Published the book My Grandmother, about discovering her grandmother was Armenian.

BÝA, Turkey
Nov 18 2005

My Grandmother Heranus

During the 1915 Armenian deportation, Mrs. Heranus was forcibly taken away from her mother by soldiers. Her name was changed to "Seher," she was brought up as a Muslim girl, married, had children. Her grandchild Cetin wrote a book ttled "My grandmother".

BIA News Center
Yahya KOCOGLU

BÝA (Istanbul) - Fethiye Cetin, who was the former spokeswoman of the Minorities Commission of the Istanbul Bar Association, tells of being the granddaughter of an Armenian grandmother who was converted to Islam, in her book called "My Grandmother."

She tells of her grandmother, who was the Armenian Mrs. Heranus from the Habab village of the Palu district (then called Maden) of the eastern province of Elazig...

Heranus was forcibly taken away from her mother during the 1915 Armenian deportation. Her name was changed to "Seher," she was brought up as a Muslim girl, got married, had children and grandchildren.

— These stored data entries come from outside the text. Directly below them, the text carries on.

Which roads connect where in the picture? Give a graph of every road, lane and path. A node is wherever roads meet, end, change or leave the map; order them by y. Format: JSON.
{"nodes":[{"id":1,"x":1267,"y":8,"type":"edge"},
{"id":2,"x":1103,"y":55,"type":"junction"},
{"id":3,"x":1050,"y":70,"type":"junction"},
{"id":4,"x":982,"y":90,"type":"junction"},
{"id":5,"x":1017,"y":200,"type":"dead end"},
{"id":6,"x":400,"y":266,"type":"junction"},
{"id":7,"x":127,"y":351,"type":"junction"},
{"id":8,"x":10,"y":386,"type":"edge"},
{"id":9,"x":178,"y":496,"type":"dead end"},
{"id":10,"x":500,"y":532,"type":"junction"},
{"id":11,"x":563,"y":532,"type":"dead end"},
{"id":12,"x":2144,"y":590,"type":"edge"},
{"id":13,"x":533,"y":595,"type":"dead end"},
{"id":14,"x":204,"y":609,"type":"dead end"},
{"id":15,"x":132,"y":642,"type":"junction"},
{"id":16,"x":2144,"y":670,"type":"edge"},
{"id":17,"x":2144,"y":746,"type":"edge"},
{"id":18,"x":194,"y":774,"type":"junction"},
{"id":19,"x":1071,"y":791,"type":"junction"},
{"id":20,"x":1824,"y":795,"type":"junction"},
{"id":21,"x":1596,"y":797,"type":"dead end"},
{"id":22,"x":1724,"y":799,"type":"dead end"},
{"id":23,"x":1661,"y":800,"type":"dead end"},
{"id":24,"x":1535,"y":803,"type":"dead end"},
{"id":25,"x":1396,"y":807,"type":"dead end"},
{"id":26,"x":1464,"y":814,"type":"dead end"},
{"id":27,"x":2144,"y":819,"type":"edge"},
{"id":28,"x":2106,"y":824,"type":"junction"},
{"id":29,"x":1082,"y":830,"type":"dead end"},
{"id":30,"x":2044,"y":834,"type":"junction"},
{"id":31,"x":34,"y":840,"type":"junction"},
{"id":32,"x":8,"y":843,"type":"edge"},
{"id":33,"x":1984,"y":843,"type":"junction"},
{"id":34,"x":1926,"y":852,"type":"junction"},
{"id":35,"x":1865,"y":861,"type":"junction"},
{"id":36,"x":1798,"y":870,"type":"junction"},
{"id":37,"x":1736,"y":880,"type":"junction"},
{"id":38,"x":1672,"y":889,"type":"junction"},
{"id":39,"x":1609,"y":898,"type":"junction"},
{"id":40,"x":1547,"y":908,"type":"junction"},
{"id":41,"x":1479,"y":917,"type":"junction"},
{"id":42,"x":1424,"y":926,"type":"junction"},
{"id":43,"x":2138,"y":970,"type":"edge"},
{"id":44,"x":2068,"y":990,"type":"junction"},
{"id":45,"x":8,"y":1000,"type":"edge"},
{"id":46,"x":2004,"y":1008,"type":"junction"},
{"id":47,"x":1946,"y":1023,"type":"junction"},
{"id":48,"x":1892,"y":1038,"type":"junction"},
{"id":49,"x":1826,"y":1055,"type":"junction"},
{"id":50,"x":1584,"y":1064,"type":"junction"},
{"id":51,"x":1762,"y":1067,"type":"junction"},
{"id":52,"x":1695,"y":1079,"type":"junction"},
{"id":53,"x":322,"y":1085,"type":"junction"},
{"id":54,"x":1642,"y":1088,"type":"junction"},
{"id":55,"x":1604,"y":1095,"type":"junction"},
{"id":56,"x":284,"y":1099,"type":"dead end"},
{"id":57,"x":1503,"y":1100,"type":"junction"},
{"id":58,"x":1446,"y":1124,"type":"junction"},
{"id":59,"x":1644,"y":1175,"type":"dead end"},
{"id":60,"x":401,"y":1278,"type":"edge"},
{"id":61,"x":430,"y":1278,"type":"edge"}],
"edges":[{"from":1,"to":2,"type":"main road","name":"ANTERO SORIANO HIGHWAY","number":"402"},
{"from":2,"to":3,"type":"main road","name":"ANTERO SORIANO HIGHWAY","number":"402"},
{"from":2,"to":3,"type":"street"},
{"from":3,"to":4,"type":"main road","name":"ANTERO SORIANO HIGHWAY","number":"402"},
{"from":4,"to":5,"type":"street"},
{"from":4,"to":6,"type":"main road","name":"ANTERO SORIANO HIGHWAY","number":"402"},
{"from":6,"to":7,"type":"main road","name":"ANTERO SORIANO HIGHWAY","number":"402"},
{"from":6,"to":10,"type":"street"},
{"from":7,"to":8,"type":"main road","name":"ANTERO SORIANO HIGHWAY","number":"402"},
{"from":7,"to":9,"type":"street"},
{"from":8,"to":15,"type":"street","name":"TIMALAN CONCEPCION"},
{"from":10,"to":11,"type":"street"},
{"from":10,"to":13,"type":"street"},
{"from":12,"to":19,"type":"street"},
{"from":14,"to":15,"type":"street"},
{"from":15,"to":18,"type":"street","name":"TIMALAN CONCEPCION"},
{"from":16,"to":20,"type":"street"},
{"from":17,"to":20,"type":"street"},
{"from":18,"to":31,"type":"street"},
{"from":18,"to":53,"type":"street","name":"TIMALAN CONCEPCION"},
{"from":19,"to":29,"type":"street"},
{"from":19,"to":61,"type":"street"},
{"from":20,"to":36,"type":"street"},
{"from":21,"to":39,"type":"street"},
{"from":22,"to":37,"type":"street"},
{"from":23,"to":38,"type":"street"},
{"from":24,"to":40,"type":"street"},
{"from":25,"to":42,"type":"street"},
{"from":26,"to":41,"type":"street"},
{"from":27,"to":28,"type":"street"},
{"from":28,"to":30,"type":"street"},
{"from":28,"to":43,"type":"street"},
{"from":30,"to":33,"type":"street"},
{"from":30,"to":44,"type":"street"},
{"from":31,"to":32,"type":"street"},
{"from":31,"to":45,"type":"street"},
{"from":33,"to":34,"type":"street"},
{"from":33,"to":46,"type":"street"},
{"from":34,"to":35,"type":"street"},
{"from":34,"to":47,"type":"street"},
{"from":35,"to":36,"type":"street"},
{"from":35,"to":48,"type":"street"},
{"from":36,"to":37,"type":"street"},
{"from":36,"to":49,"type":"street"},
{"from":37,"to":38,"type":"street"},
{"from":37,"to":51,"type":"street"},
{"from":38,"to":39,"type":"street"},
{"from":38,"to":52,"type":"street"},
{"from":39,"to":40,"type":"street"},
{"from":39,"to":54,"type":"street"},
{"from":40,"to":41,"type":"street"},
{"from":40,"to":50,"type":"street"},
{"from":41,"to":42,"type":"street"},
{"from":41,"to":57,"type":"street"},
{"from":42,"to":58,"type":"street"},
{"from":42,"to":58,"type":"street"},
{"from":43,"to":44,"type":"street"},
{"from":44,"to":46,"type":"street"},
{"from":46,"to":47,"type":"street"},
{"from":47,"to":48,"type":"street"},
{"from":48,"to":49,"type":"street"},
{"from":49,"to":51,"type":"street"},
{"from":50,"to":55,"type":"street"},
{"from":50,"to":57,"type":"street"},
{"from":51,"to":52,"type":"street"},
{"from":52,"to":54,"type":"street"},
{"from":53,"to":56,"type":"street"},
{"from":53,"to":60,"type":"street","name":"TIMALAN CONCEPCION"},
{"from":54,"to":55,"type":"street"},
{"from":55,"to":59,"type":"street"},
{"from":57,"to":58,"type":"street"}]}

She lived for 95 years without seeing her family, brothers and cousins, who lived in the United States, but never lost hope. She was born an Armenian and was buried after a Muslim ceremony.

Fethiye Cetin did not know for years that her grandmother was born an Armenian. It was after many years that she found out the meaning of the "you've taken after us" phrase.

It was after many years that Cetin understood the meaning of the tea breads offered during visits to friends' houses, and the advice that she should not be scared of cemeteries but of the living instead. And the fact that it is a family characteristic that the back of her head sweats...

Lawyer Fethiye Cetin tells of her grandmother in her book. But this life is the story of one of those "sword leftover" children. Tens of whom I know I, and thousands of whom I know exist.

Cetin explains the expression "sword leftover" on page 79 of her book." During another of our meetings, Hasan told me that people like me and my grandmother were called 'sword leftovers.' That people said, 'He's a sword leftover too,' when speaking of someone like us."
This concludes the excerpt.